Diez y siete años pasaron. Yo viajé mucho—añadió Mario—; resido hace lustros en Europa; y Florencia, de su convento de la provincia mejicana, me habría escrito a lo sumo en tan largo tiempo dos o tres cartas, exhortándome, como es de rigor, a «frecuentar los sacramentos» y «a vivir como un santo».

Pero las vicisitudes revolucionarias le hicieron salir de Méjico con otras muchas religiosas, y la monjita vino a recalar en un vasto y umbroso monasterio de la villa y corte.

Allí he ido a verla tras dos espesas rejas.

El tiempo no ha logrado arar un solo surco en la claridad de su rostro juvenil. Sólo sus hermosos ojos, cansados, sin duda, de llorar ante un crucifijo, me miran apaciblemente tras de unas gafas prosaicas.

Su hábito negro y su toca blanca le dan un aspecto de elegancia austera, muy de mi gusto.

Evocamos juntos los recuerdos de la infancia y repetimos las palabras para ella definitivas, las que fueron el «sésamo, ábrete» de su reino interior: «¡Señor, para ti nos hiciste, y nuestro corazón estará inquieto hasta que no repose en ti!»

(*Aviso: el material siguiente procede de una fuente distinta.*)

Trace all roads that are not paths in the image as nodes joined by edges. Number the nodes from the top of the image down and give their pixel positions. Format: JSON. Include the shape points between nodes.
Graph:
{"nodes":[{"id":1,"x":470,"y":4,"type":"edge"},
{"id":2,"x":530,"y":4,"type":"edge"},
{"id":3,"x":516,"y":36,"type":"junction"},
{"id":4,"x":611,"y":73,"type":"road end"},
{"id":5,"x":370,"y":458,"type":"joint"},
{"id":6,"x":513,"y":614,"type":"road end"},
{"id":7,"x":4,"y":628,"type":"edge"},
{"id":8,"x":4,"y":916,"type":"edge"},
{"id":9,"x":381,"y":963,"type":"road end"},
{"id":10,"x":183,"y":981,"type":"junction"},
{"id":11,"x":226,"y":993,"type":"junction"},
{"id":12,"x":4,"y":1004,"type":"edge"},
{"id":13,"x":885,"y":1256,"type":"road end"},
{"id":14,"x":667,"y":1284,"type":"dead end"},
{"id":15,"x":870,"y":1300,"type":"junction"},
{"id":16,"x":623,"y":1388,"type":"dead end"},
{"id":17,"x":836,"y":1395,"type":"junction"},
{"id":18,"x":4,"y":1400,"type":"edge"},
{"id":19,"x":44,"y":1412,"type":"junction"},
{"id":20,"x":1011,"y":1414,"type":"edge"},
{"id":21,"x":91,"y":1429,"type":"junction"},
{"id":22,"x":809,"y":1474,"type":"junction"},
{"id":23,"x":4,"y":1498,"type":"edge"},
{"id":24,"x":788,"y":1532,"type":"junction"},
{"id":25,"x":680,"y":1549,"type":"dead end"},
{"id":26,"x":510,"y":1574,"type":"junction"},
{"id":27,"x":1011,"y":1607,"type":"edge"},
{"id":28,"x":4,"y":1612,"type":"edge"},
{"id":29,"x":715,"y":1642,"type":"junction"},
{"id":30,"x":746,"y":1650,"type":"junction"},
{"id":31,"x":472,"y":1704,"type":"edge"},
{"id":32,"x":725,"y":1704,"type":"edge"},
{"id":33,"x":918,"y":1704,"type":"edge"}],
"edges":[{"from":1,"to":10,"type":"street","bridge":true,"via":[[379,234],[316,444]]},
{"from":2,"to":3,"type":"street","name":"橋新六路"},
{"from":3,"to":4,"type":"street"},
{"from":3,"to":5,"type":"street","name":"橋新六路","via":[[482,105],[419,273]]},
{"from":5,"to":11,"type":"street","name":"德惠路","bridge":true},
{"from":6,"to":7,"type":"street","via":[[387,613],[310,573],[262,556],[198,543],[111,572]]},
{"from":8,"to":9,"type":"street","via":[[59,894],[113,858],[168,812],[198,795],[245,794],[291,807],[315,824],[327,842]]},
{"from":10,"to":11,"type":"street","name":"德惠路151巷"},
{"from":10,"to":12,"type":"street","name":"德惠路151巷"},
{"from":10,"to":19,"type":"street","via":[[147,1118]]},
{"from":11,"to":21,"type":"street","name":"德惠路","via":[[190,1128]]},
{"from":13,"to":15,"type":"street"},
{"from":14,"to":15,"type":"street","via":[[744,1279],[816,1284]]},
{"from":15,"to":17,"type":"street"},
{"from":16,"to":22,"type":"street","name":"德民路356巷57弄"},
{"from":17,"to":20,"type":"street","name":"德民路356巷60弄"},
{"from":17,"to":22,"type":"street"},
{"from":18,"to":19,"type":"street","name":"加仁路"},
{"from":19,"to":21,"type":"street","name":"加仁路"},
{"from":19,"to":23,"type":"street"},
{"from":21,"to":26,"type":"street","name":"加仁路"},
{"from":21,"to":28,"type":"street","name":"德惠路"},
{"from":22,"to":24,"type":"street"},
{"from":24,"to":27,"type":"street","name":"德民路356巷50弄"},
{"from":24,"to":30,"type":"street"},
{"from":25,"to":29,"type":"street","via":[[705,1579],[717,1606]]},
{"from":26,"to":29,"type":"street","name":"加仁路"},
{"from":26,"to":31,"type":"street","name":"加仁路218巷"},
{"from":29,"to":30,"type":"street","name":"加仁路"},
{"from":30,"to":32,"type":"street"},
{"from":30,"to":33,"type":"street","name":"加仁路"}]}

—Tú, hermana—le digo—, elegiste la mejor parte, como María Magdalena.

—Sí—me contesta sonriendo (y la monja que la acompaña le hace coro)—, ¡la mejor, la mejor parte!

—Fueron nuestras almas—añado—como dos príncipes de un cuento, los cuales, al llegar a cierta parte del bosque, encuéntranse frente a dos caminos: un príncipe toma el de la izquierda; el otro, el de la derecha... Yo tomé el camino del mundo, el ancho camino del mundo, resonante de pisadas y de voces inútiles...

—Y yo—me interrumpe—el de la derecha, que es el camino verdadero.

—¿Y en qué conoces que es el camino verdadero?

—En que apenas empecé a andarlo sentí una gran alegría y una inmensa paz...

*

Y al salir de la visita—concluyó Mario—, pensaba yo que las últimas palabras de la monja resumían todas las conclusiones filosóficas; «el hallazgo de la verdad se revela en un signo interior inconfundible: la alegría espiritual», o, como dice William James en su ensayo sobre «El sentimiento de la racionalidad», ésta se conoce, como todas las cosas, en ciertos signos subjetivos que afectan al ser pensante. Percibir tales signos es comprender que se está en posesión de la racionalidad... Pero ¿y qué signos son éstos?

«¡Desde luego un sentimiento muy hondo de tranquilidad, de paz, de reposo!»

¡Feciste nos a Te, Domine, et inquietum est cor nostrum donec requiescat in te!